*** Opening of Dataset extract ***

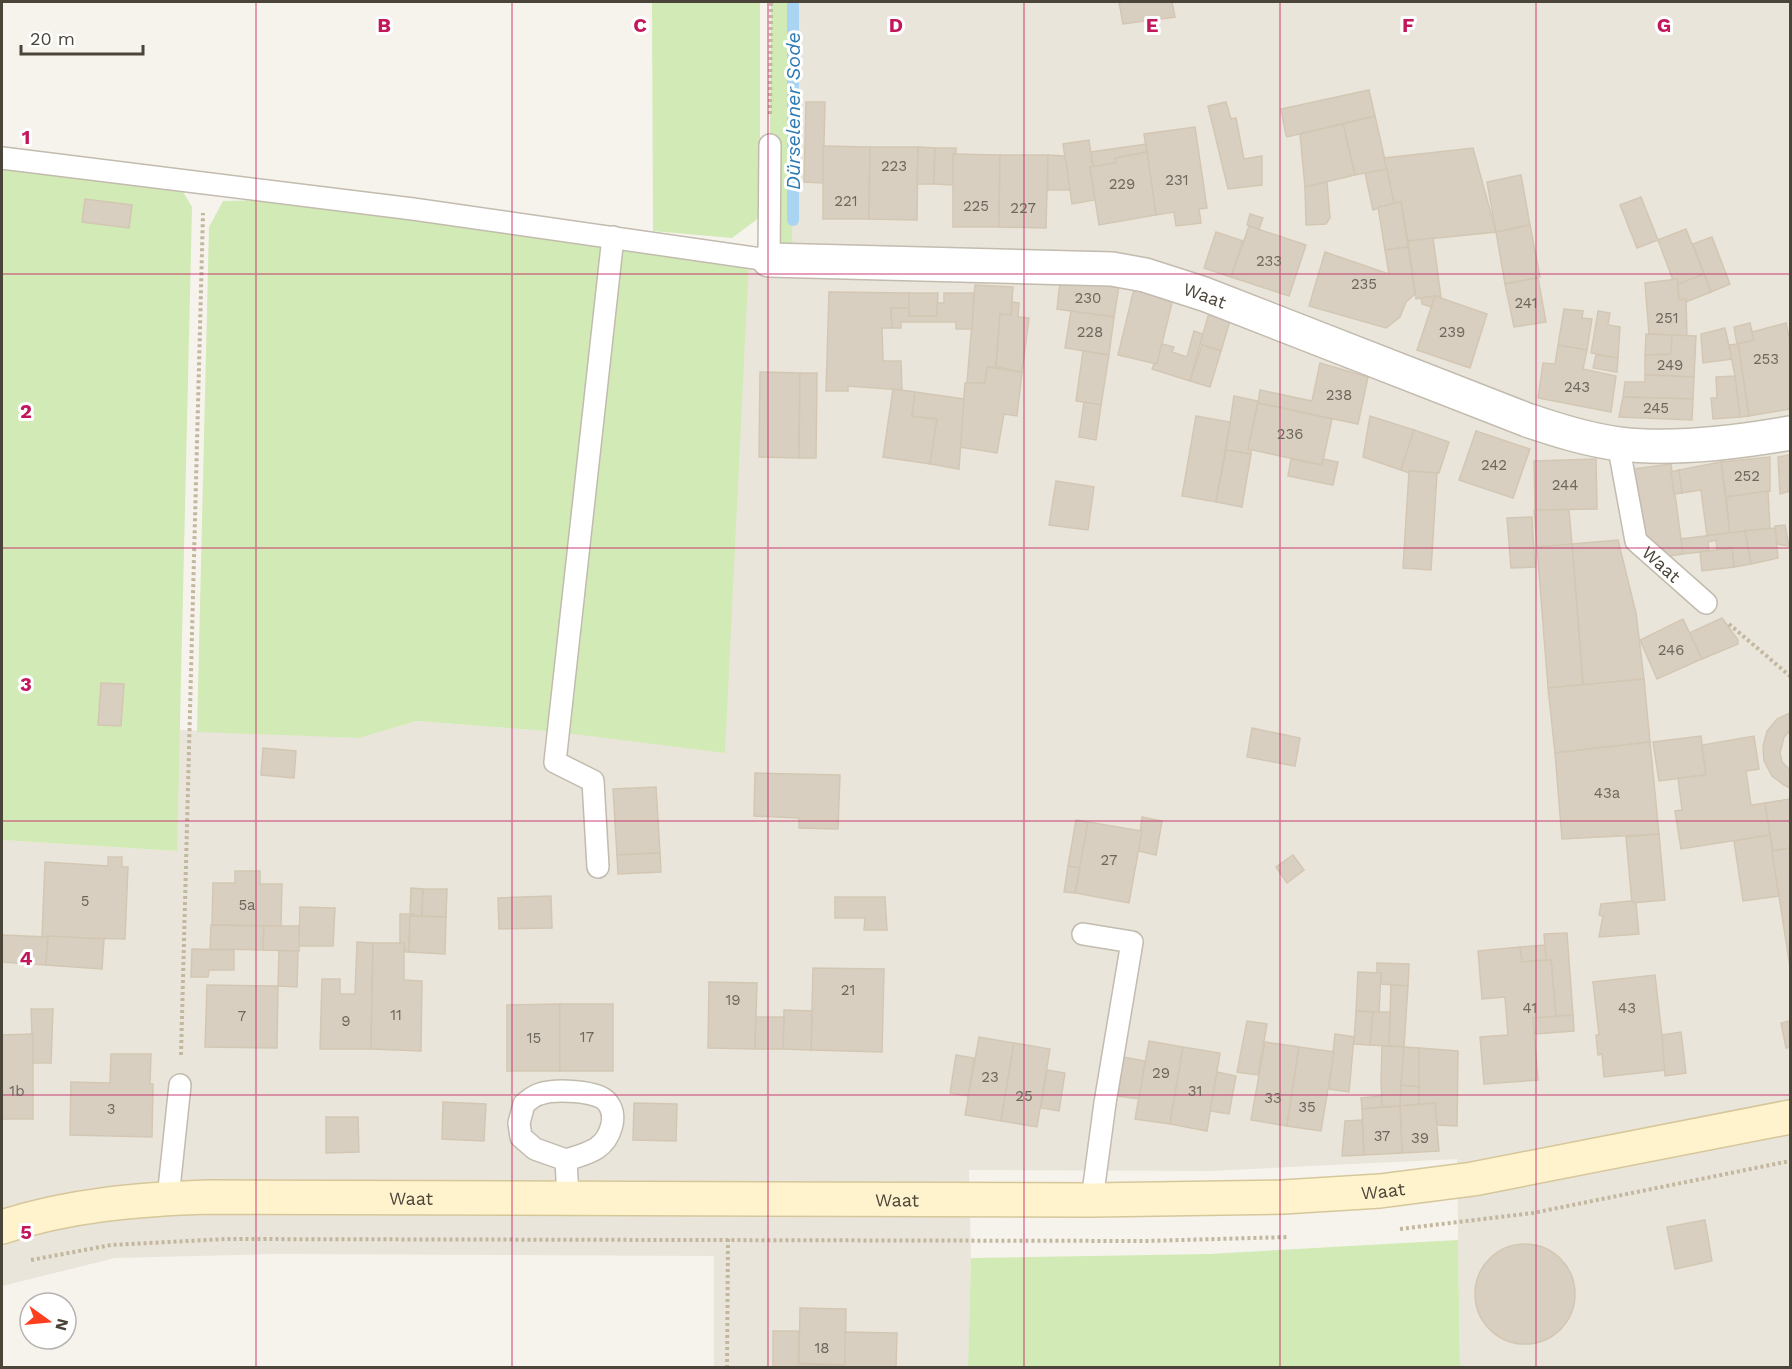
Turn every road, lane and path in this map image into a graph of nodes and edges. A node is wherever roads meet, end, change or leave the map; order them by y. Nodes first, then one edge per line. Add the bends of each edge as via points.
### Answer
1 (771, 2) edge
2 (770, 145) joint
3 (2, 158) edge
4 (204, 183) junction
5 (613, 237) junction
6 (769, 260) junction
7 (1791, 433) edge
8 (1618, 443) junction
9 (1706, 603) joint
10 (1791, 676) edge
11 (598, 867) dead end
12 (1083, 934) dead end
13 (180, 1085) joint
14 (1791, 1117) edge
15 (566, 1160) dead end
16 (168, 1198) junction
17 (568, 1198) junction
18 (728, 1199) junction
19 (1092, 1200) junction
20 (2, 1227) edge
21 (727, 1368) edge

1 - 2 path
2 - 6 lane
3 - 4 lane
4 - 5 lane
4 - 13 path
5 - 6 lane
5 - 11 lane via 555,762 593,781
6 - 8 street, Waat via 1077,267 1145,275 1204,294 1527,420
7 - 8 street, Waat via 1702,443
8 - 9 lane, Waat via 1636,542
9 - 10 path
12 - 19 lane via 1132,942
13 - 16 lane
14 - 19 main road, Waat via 1521,1171 1424,1186 1284,1197
15 - 17 lane
16 - 17 main road, Waat
16 - 20 main road, Waat via 70,1210
17 - 18 main road, Waat
18 - 19 main road, Waat
18 - 21 path

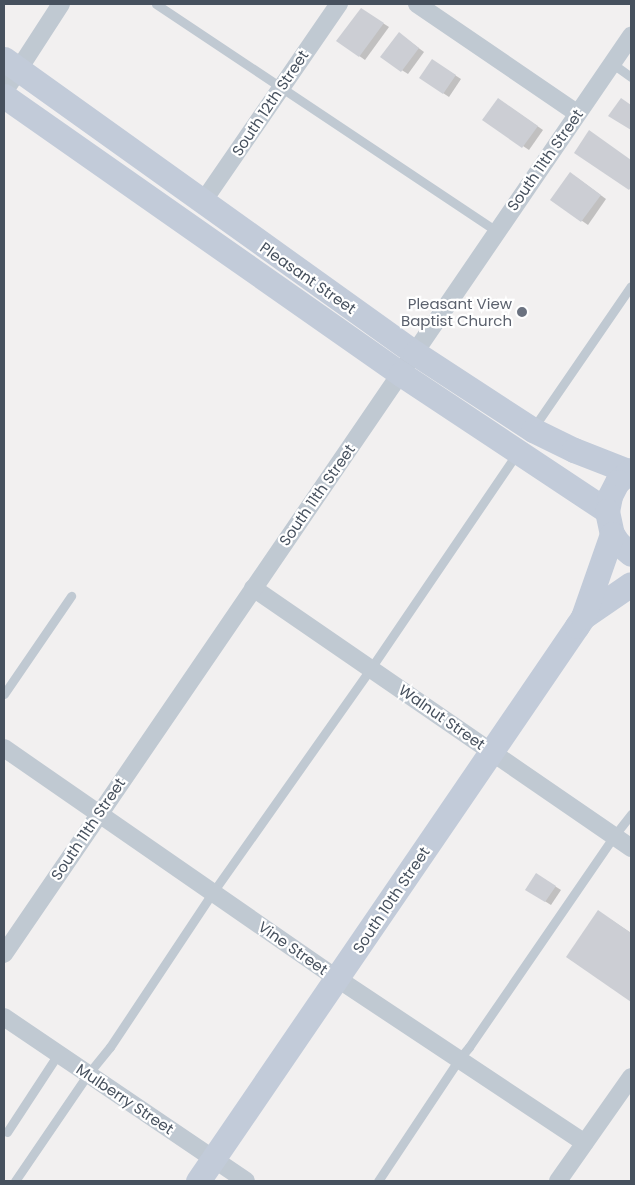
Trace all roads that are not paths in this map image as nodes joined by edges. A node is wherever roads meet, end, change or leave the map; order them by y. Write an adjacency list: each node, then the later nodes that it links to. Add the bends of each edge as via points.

*** Close of Dataset extract ***

In the lines above, find each one with "edges" and list it.

● **Output**:
Turn every road, lane and path in this map image into a graph of nodes and edges. A node is wherever roads meet, end, change or leave the map; order them by y. Nodes first, then one edge per line. Add the bends of each edge as via points.
Trace all roads that are not paths in this map image as nodes joined by edges. A node is wherever roads meet, end, change or leave the map; order them by y. Write an adjacency list: each node, then the later nodes that it links to. Add the bends of each edge as via points.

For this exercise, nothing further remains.